Today’s edition is brought to you by Agora. Join us and Agora on September 12th for a FREE webinar: Understanding Limited Partnership Agreements (LPAs). In it, you’ll get to watch Agora’s innovative Waterfall solution at work.

Off we go!

🗞 NO-FLUFF NEWS
CRE HEADLINES

💥 AI Be Booming: AI chipmaker Nvidia reported stellar Q2 results this week, with revenue doubling to $30 billion (up 122% YoY) and profits reaching $16.6 billion. Meanwhile, data center sales hit $26.3 billion, up 154% YoY, signaling continued AI-driven growth.

🐶 New Top Dog: Overland Park, Kan., unseated Minneapolis in July as the nation’s most popular city for renters, according to RentCafe. It’s the second time in 2024 that the Kansas City, Mo., suburb has topped the list, which Minneapolis has dominated for most of the year.

🏘️ State of Multifamily: Multifamily prices fell 8.4% YoY in July and 0.7% from June, an improvement over July 2023, which saw prices fall 13.5% YoY. Meanwhile, apartment sales volume dropped 11% to $7.5 billion after a second-quarter spike.

👷 Overdoing It: The multifamily sector saw a record 656,000 units completed in June, causing excess supply in key metros.

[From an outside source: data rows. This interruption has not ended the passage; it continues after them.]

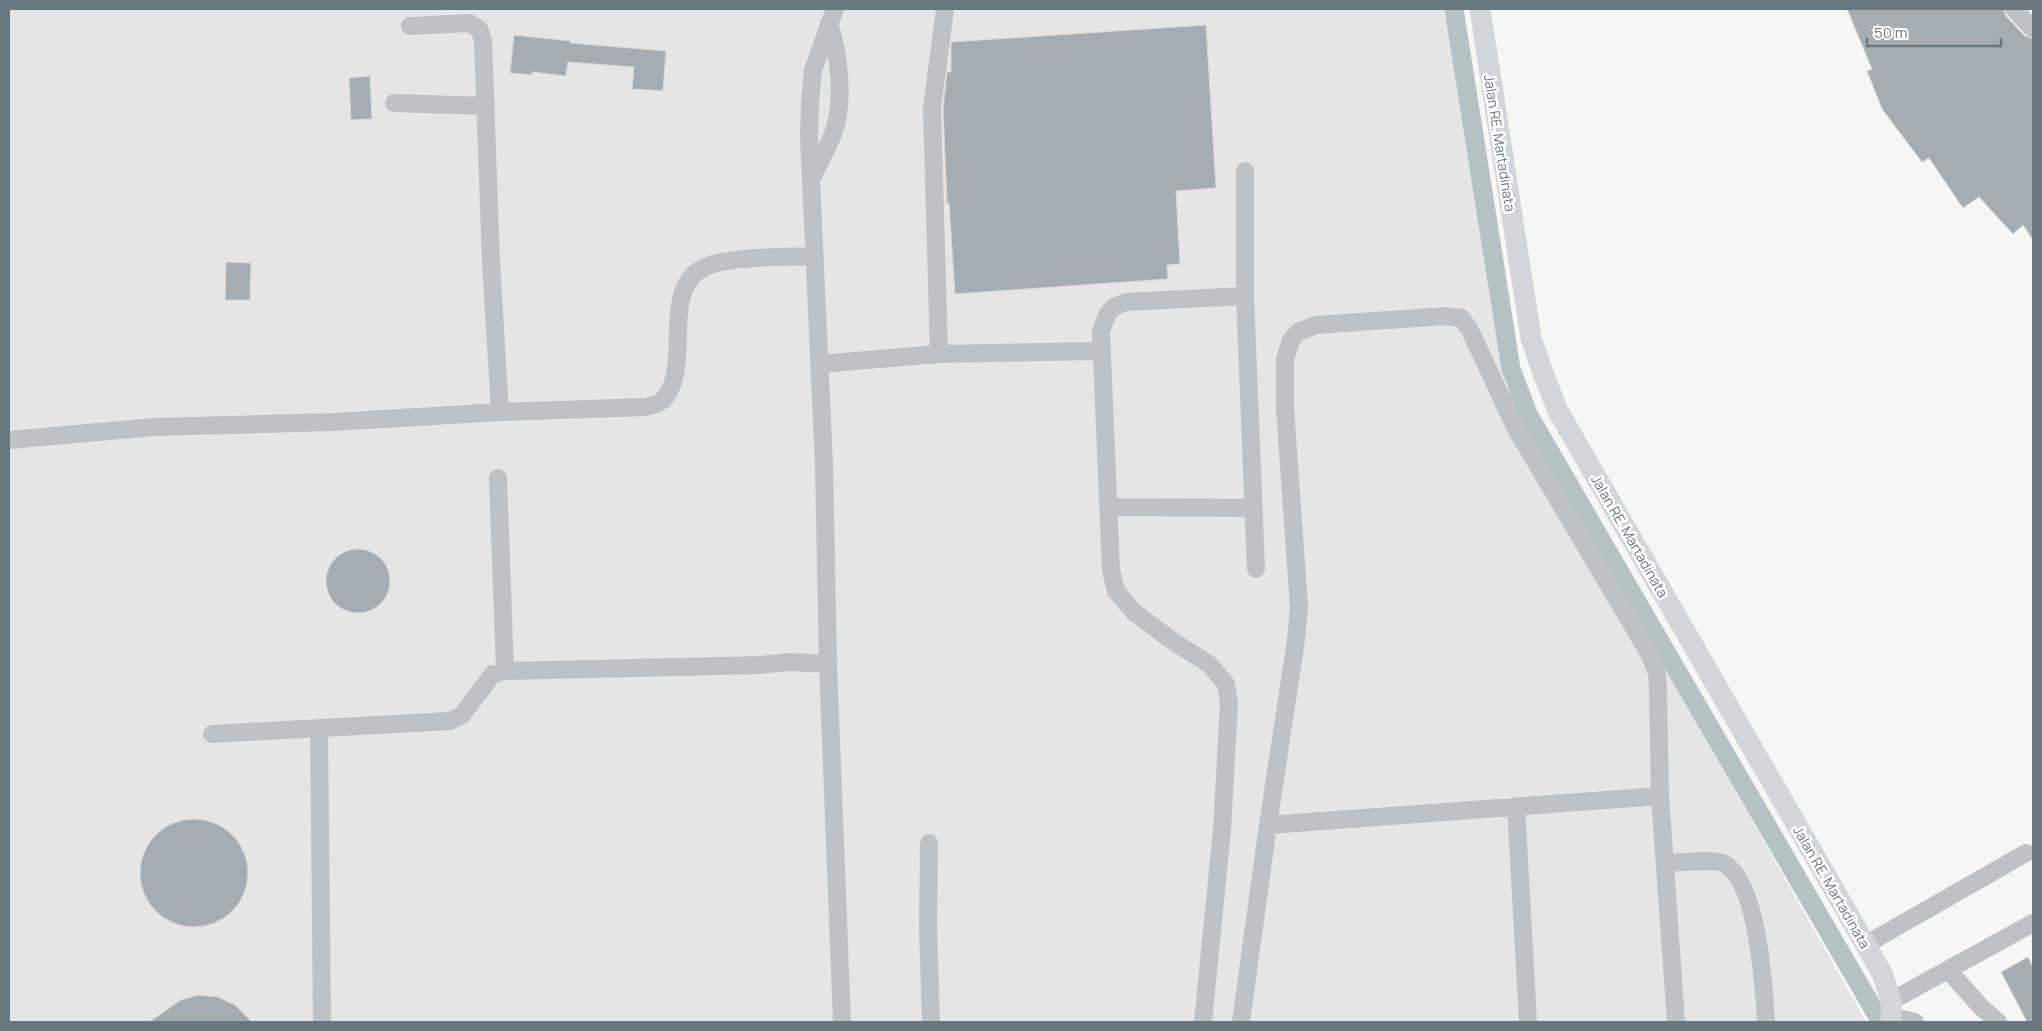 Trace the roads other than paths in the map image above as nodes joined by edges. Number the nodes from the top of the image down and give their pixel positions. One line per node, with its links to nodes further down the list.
1 (945, 9): 14 (street)
2 (1480, 9): 33 (main road, Jalan RE. Martadinata)
3 (2014, 9): 6 (street)
4 (832, 16): 10 (street); 10 (street)
5 (410, 26): 8 (street)
6 (2033, 29)
7 (394, 102): 8 (street)
8 (486, 106): 16 (street)
9 (1245, 171): 12 (street)
10 (811, 179): 11 (street)
11 (815, 256): 15 (street); 16 (street)
12 (1245, 296): 13 (street); 20 (street)
13 (1100, 351): 14 (street); 19 (street)
14 (939, 354): 15 (street)
15 (819, 364): 22 (street)
16 (500, 412): 17 (street)
17 (9, 440)
18 (498, 478): 23 (street)
19 (1108, 507): 20 (street); 39 (street)
20 (1253, 508): 21 (street)
21 (1256, 569)
22 (828, 664): 23 (street); 37 (street)
23 (505, 671): 24 (street)
24 (319, 728): 25 (street); 36 (street)
25 (212, 734)
26 (1660, 796): 27 (street); 28 (street); 31 (street)
27 (1516, 806): 28 (street); 41 (street)
28 (1268, 824): 40 (street)
29 (929, 842): 38 (street)
30 (2026, 853): 33 (street)
31 (1666, 863): 42 (street); 43 (street)
32 (2033, 923): 34 (street)
33 (1865, 945): 35 (main road, Jalan RE. Martadinata)
34 (1948, 970): 35 (street); 45 (street)
35 (1892, 1013): 44 (street)
36 (322, 1022)
37 (842, 1022)
38 (931, 1022)
39 (1203, 1022)
40 (1241, 1022)
41 (1528, 1022)
42 (1676, 1022)
43 (1766, 1022)
44 (1915, 1022)
45 (1998, 1022)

Raleigh-Durham, Austin, Jacksonville (NC), Minneapolis, and Knoxville are among the most oversupplied, leading to the largest declines in effective rent revenue.

👨‍⚖️ DOJ vs. RealPage: The Department of Justice is suing RealPage, alleging the firm helped landlords inflate apartment rents and avoid market competition with its algorithm-based YieldStar tool, violating the Sherman Antitrust Act.

🏆 TOP STORY
EVICTIONS ARE DOWN 41% IN PHILLY. HERE’S WHY.

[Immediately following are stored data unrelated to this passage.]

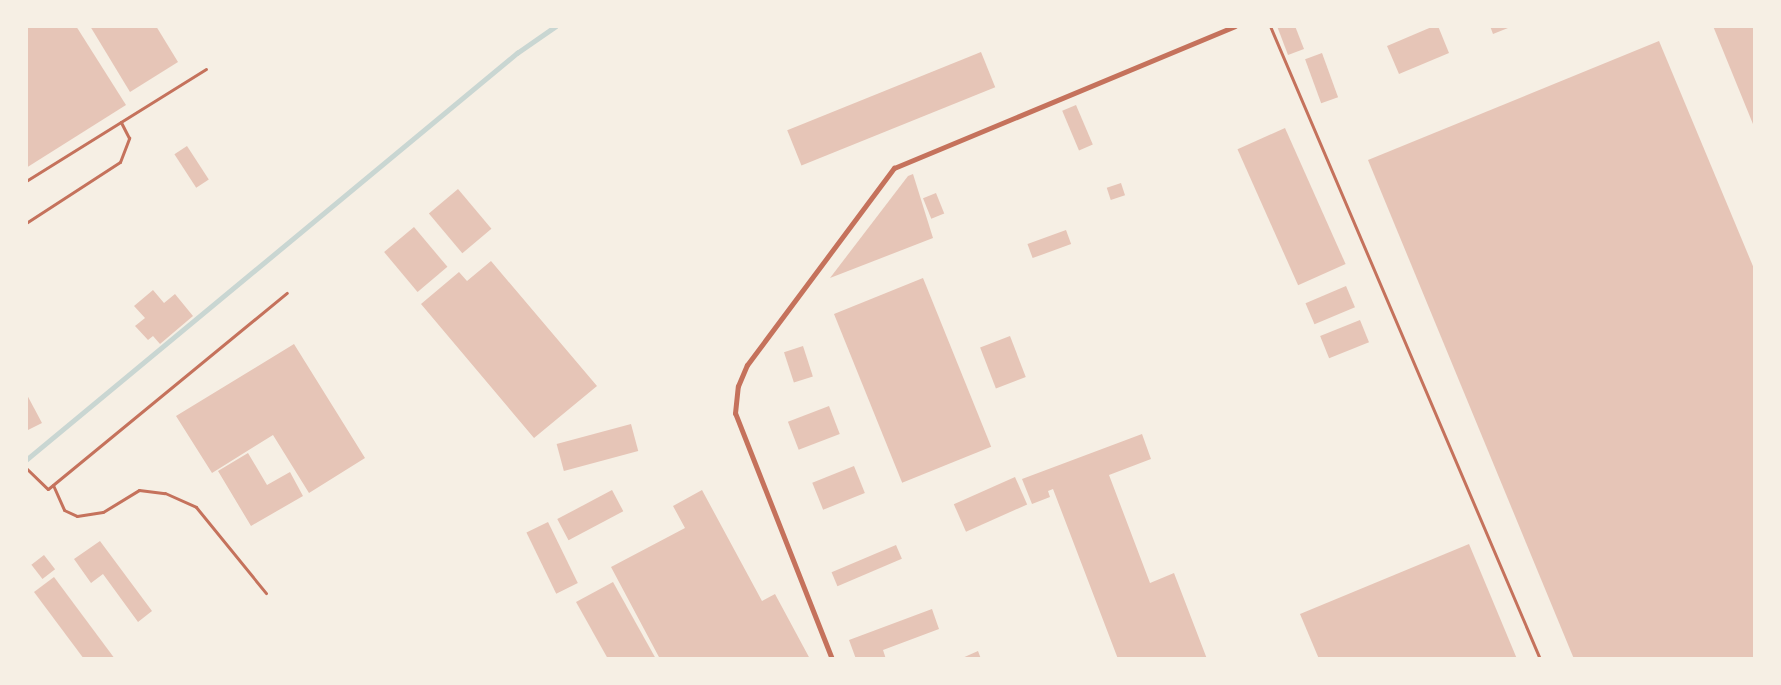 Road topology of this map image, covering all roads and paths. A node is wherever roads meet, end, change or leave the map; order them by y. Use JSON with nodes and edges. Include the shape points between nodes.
{"nodes":[{"id":1,"x":1235,"y":26,"type":"edge"},
{"id":2,"x":1270,"y":26,"type":"edge"},
{"id":3,"x":206,"y":69,"type":"dead end"},
{"id":4,"x":121,"y":122,"type":"junction"},
{"id":5,"x":26,"y":181,"type":"edge"},
{"id":6,"x":26,"y":223,"type":"edge"},
{"id":7,"x":287,"y":293,"type":"dead end"},
{"id":8,"x":26,"y":468,"type":"edge"},
{"id":9,"x":53,"y":485,"type":"junction"},
{"id":10,"x":266,"y":593,"type":"dead end"},
{"id":11,"x":832,"y":659,"type":"edge"},
{"id":12,"x":1540,"y":659,"type":"edge"}],
"edges":[{"from":1,"to":11,"type":"street","via":[[894,168],[747,365],[738,386],[735,413]]},
{"from":2,"to":12,"type":"lane"},
{"from":3,"to":4,"type":"lane"},
{"from":4,"to":5,"type":"lane"},
{"from":4,"to":6,"type":"lane","via":[[129,138],[120,162]]},
{"from":7,"to":9,"type":"lane"},
{"from":8,"to":9,"type":"lane","via":[[48,489]]},
{"from":9,"to":10,"type":"lane","via":[[64,510],[78,516],[103,512],[139,490],[165,493],[196,507]]}]}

Over the last 12 months, landlords have filed nearly 1.1 million evictions — and that’s just in the 34 cities the Eviction Lab tracks. In the last month alone, that number is nearly 78,000. Overall, since the pandemic-induced eviction moratorium expired in 2021, evictions have surged back to pre-pandemic levels.

Philadelphia is one exception. In Philly, evictions are down 41% from pre-pandemic levels. The key driver behind this trend is the city’s eviction diversion program, which, after a trial period, became permanent in June. 

Eviction diversion requires landlords to negotiate with delinquent tenants out-of-court before being able to sue and file for eviction. Landlords are required to participate in this program, which specifies that:

  • The landlord must enroll in the eviction diversion program and provide a notice of diversion rights to the tenant to begin the process.

  • Both the landlord and tenant must participate in the program in reasonable good faith, as defined by the city, for no less than 30 days.

  • If an agreement cannot be reached within 30 days, the landlord can move forward with the eviction process.

The impact in Philly has been evident.

Landlords in favor of eviction diversion support the program’s primary goal, especially regarding rental assistance. Philadelphia will put $34 million this year alone towards public rental assistance, which helps tenants resolve temporary payment problems, allowing landlords to recover unpaid rent that’s otherwise difficult to get back through the courts. In some cases, tenants agree to move out without having to involve the courts, simplifying the process for landlords.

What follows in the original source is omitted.